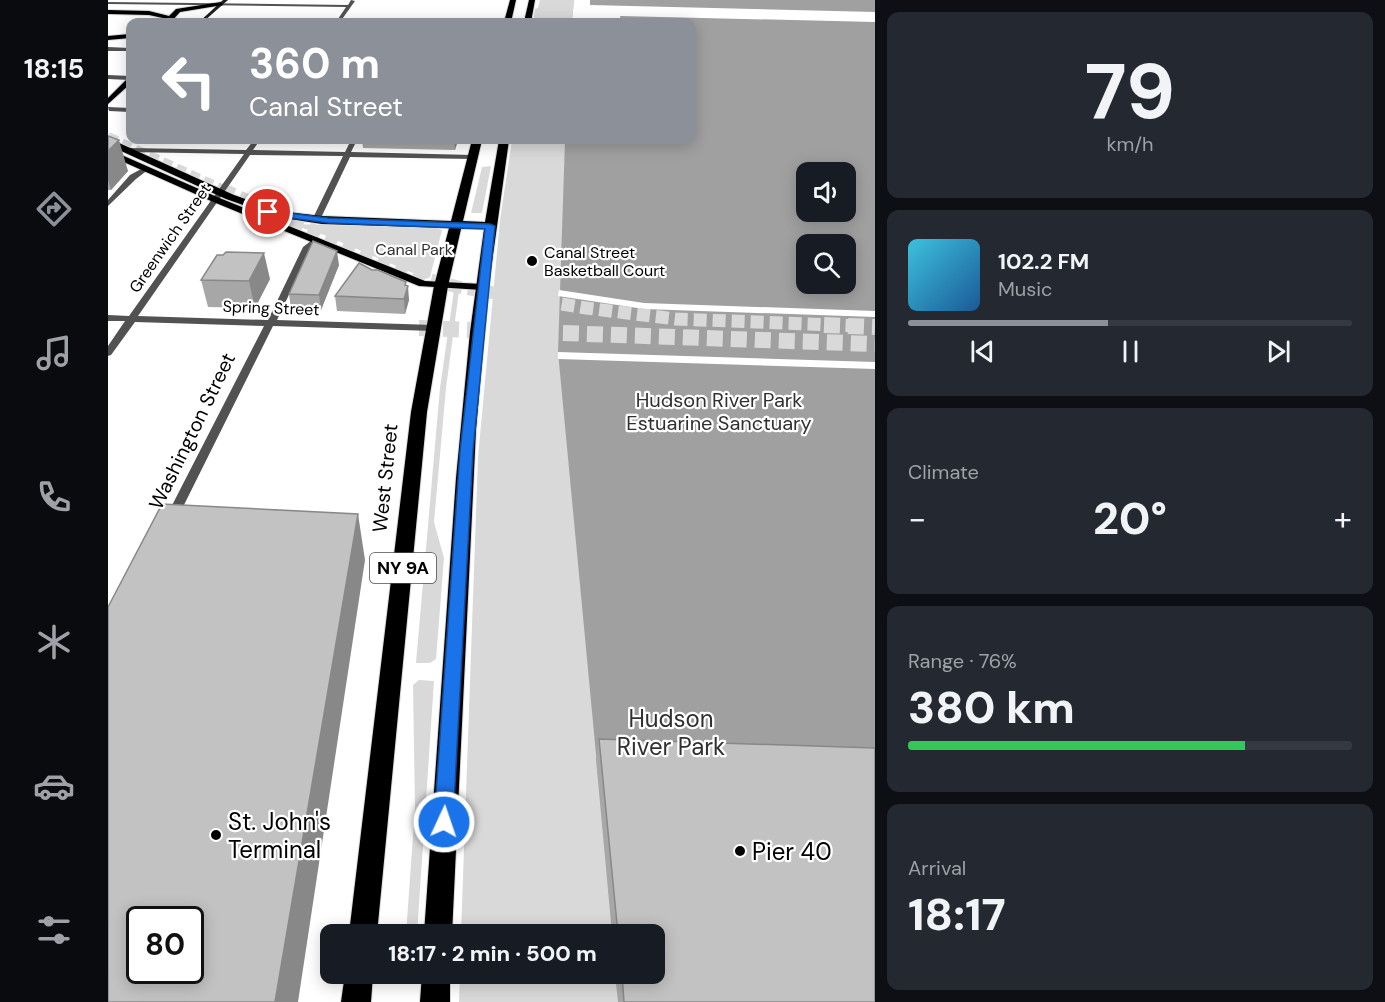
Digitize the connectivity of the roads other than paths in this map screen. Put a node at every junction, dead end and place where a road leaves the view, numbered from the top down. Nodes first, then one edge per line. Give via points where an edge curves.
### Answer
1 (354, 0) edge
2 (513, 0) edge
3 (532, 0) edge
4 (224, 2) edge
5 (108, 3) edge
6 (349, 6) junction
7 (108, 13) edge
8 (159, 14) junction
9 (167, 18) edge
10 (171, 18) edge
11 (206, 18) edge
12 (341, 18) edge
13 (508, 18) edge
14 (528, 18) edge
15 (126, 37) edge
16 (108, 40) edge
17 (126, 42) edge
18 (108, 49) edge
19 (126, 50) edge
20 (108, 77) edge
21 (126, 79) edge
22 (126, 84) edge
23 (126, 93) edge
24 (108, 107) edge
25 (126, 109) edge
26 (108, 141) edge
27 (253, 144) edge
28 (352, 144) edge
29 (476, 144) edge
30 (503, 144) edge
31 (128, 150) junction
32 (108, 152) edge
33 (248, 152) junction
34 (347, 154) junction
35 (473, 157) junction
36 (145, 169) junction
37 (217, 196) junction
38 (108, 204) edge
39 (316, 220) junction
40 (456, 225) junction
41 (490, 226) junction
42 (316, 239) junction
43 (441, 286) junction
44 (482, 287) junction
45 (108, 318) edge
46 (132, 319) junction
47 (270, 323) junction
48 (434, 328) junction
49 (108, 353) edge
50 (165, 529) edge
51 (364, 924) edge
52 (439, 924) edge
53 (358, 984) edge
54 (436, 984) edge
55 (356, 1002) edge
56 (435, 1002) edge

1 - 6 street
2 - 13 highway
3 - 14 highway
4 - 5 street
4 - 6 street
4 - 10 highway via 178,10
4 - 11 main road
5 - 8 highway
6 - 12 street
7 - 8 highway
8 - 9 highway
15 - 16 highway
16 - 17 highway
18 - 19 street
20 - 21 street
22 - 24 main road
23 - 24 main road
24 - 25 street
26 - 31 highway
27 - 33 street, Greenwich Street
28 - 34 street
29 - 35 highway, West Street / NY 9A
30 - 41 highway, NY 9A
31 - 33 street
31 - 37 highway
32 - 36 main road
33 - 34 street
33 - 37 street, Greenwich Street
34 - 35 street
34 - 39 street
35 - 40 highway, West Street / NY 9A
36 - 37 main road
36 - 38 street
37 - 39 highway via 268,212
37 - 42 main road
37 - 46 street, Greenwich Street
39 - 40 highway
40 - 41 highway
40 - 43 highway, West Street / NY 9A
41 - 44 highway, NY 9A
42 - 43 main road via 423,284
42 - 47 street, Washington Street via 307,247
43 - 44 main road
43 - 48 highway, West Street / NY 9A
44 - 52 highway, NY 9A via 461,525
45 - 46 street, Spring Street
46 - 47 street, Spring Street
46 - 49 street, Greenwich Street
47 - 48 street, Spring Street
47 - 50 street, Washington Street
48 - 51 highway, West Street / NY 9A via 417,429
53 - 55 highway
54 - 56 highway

==================================================

• **Task statement**: Report only the number of lines above that contain "West".

• **Problem solution**: 5